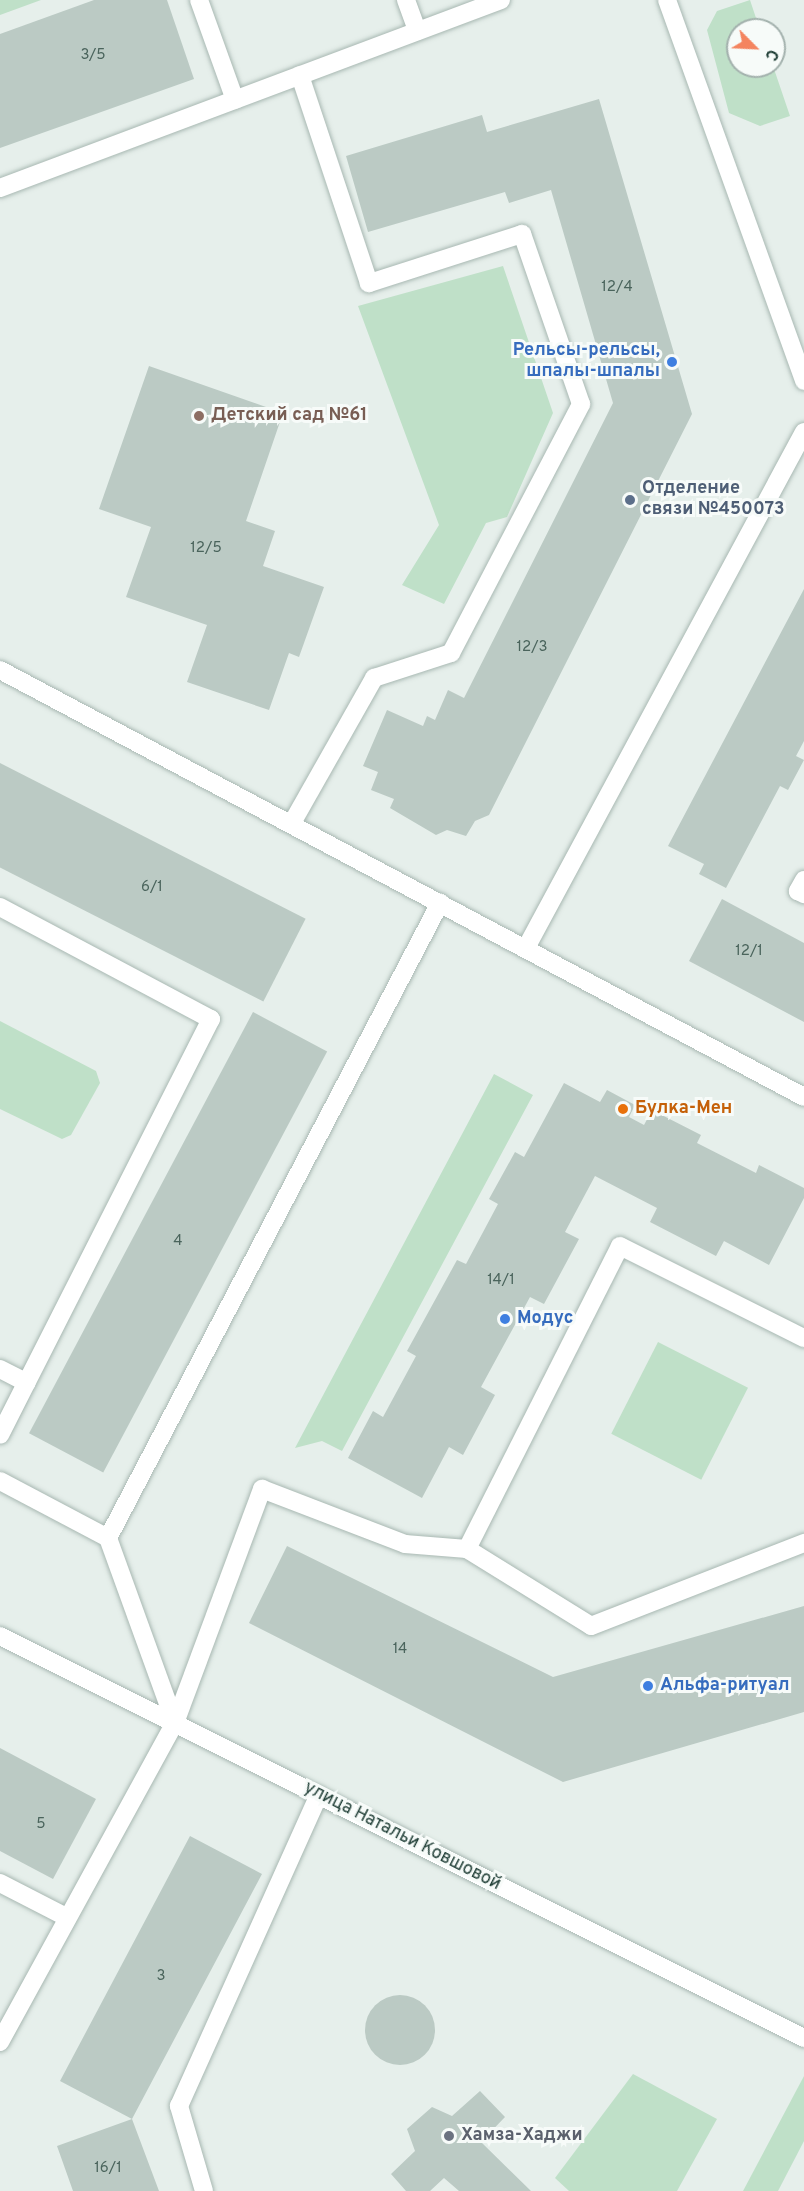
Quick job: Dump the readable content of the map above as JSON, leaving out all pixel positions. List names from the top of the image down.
{
  "streets": {
    "street": ["улица Натальи Ковшовой"]
  },
  "places": [
    "Рельсы-рельсы, шпалы-шпалы",
    "Детский сад №61",
    "Отделение связи №450073",
    "Булка-Мен",
    "Модус",
    "Альфа-ритуал",
    "Хамза-Хаджи"
  ],
  "house_numbers": [
    "3/5",
    "12/4",
    "12/5",
    "12/3",
    "6/1",
    "12/1",
    "4",
    "14/1",
    "14",
    "5",
    "3",
    "16/1"
  ],
  "north": "bottom right"
}
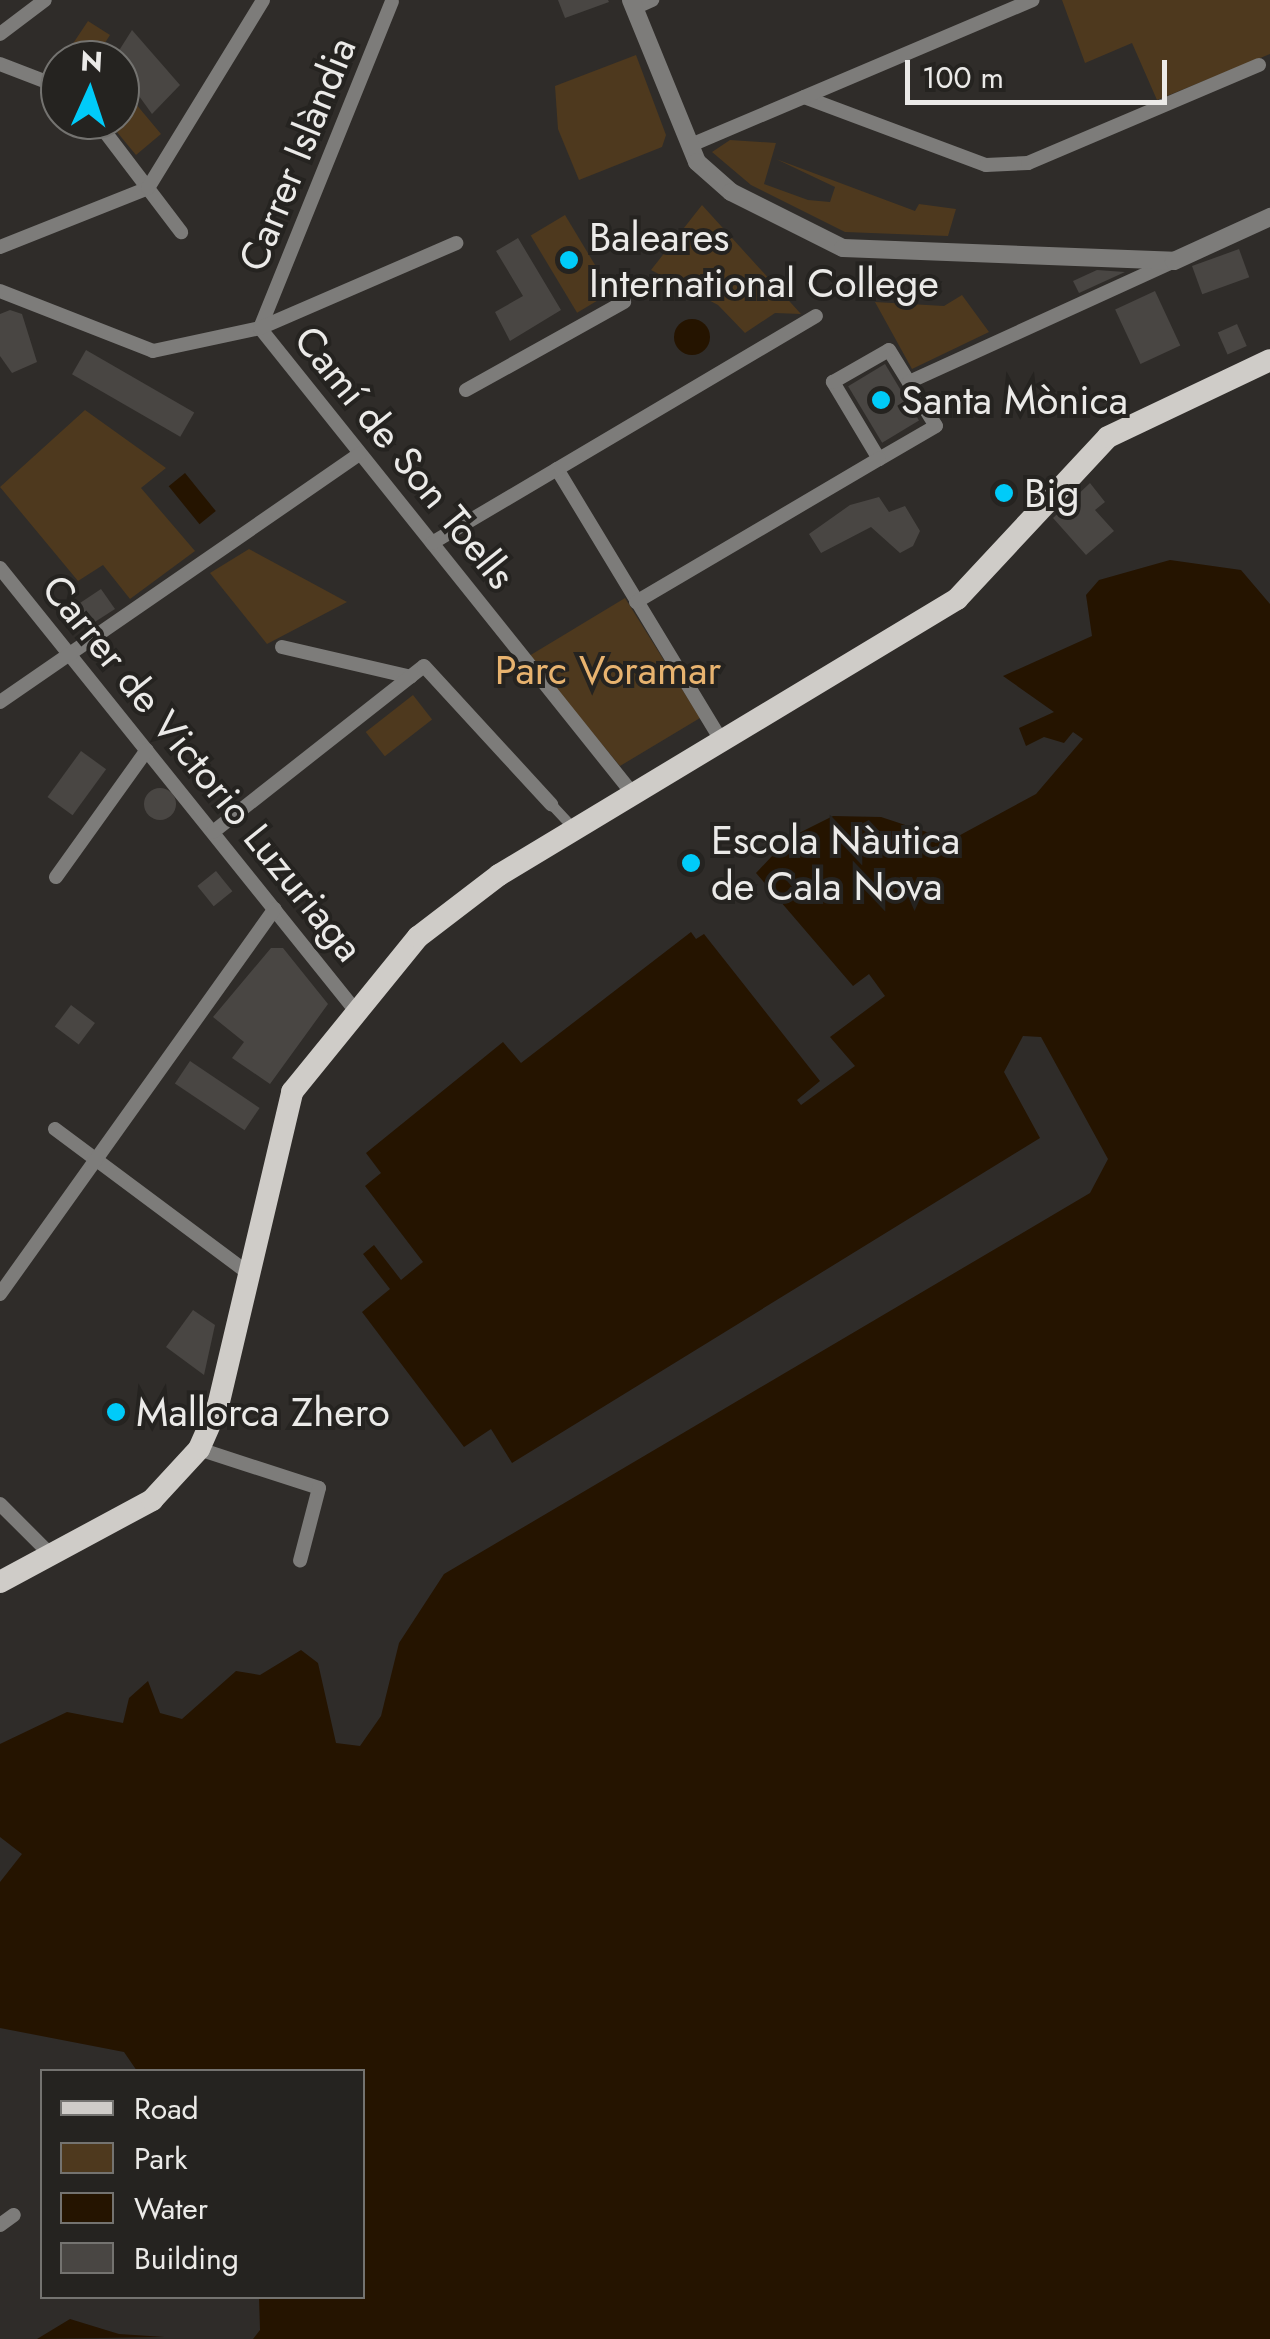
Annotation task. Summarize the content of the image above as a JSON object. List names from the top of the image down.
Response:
{
  "streets": {
    "street": ["Carrer Islàndia", "Camí de Son Toells", "Carrer de Victorio Luzuriaga"]
  },
  "crossings": [
    ["Carrer Islàndia", "Camí de Son Toells"]
  ],
  "parks": ["Parc Voramar"],
  "places": [
    "Baleares International College",
    "Santa Mònica",
    "Big",
    "Escola Nàutica de Cala Nova",
    "Mallorca Zhero"
  ],
  "legend": [
    "Road",
    "Park",
    "Water",
    "Building"
  ],
  "scale_bar": "100 m",
  "north": "top"
}
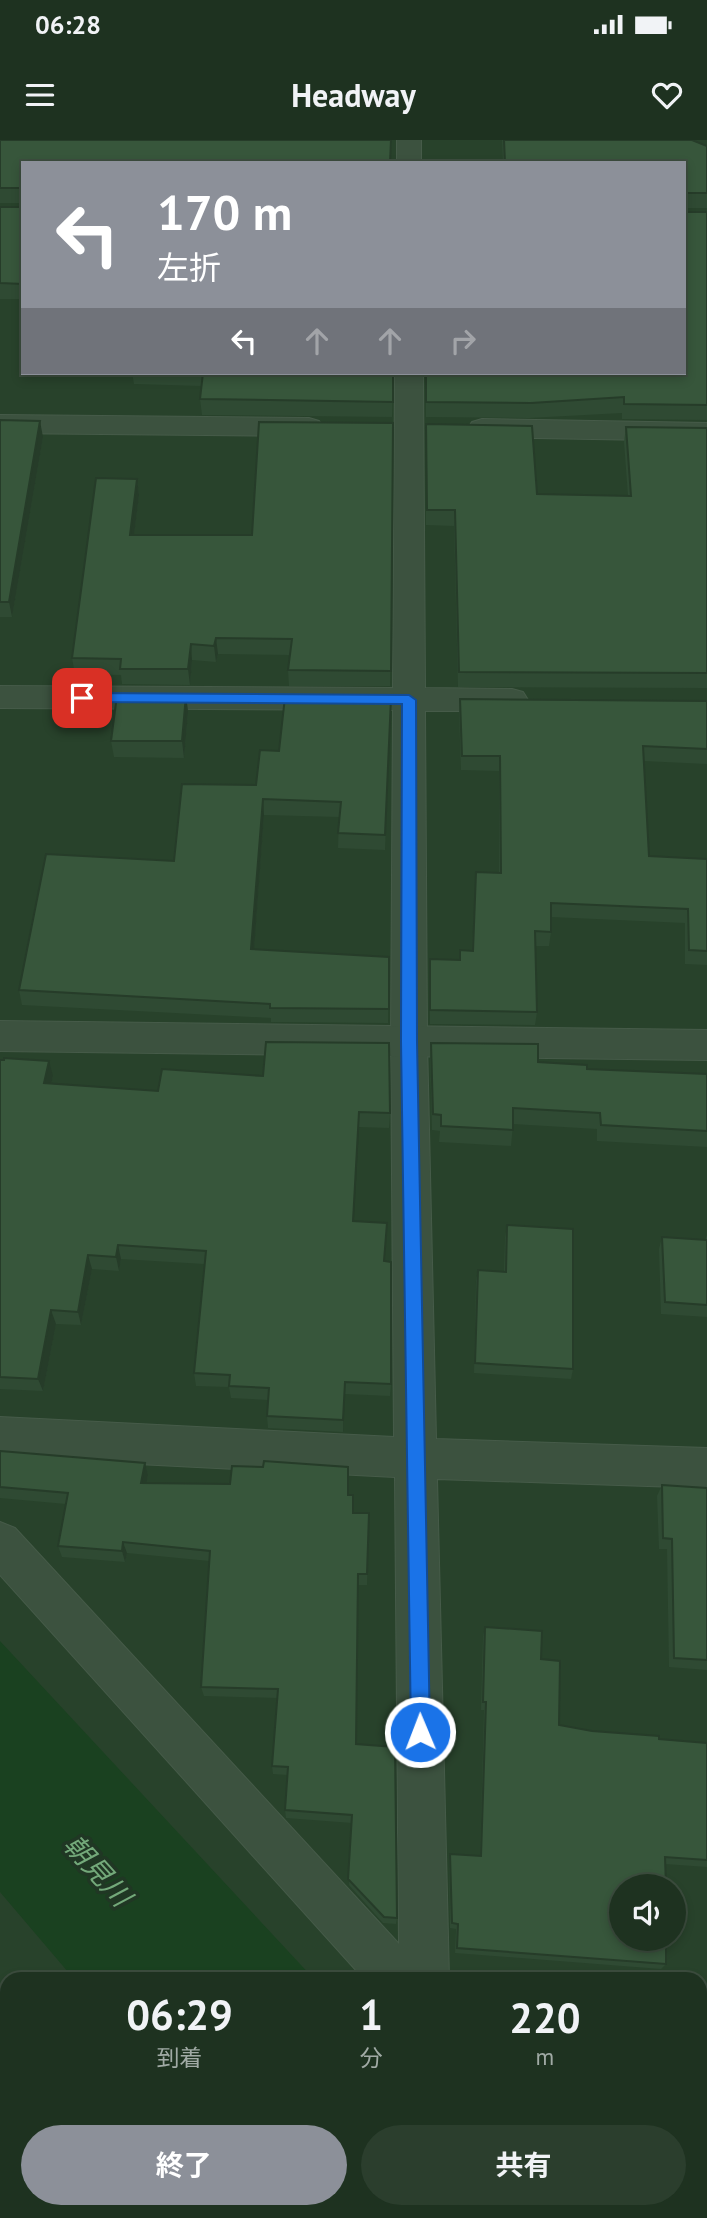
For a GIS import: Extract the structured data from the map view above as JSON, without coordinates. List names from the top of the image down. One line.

▸ Task brief: Exact repetition of all entries is required. The pictures should not appear.

▸ Expected answer:
Quick job: Dump the readable content of the map above as JSON, leaving out all pixel positions. List names from the top of the image down.
{
  "streets": {
    "street": ["улица Натальи Ковшовой"]
  },
  "places": [
    "Рельсы-рельсы, шпалы-шпалы",
    "Детский сад №61",
    "Отделение связи №450073",
    "Булка-Мен",
    "Модус",
    "Альфа-ритуал",
    "Хамза-Хаджи"
  ],
  "house_numbers": [
    "3/5",
    "12/4",
    "12/5",
    "12/3",
    "6/1",
    "12/1",
    "4",
    "14/1",
    "14",
    "5",
    "3",
    "16/1"
  ],
  "north": "bottom right"
}
Annotation task. Summarize the content of the image above as a JSON object. List names from the top of the image down.
Response:
{
  "streets": {
    "street": ["Carrer Islàndia", "Camí de Son Toells", "Carrer de Victorio Luzuriaga"]
  },
  "crossings": [
    ["Carrer Islàndia", "Camí de Son Toells"]
  ],
  "parks": ["Parc Voramar"],
  "places": [
    "Baleares International College",
    "Santa Mònica",
    "Big",
    "Escola Nàutica de Cala Nova",
    "Mallorca Zhero"
  ],
  "legend": [
    "Road",
    "Park",
    "Water",
    "Building"
  ],
  "scale_bar": "100 m",
  "north": "top"
}
For a GIS import: Extract the structured data from the map view above as JSON, without coordinates. List names from the top of the image down. One line.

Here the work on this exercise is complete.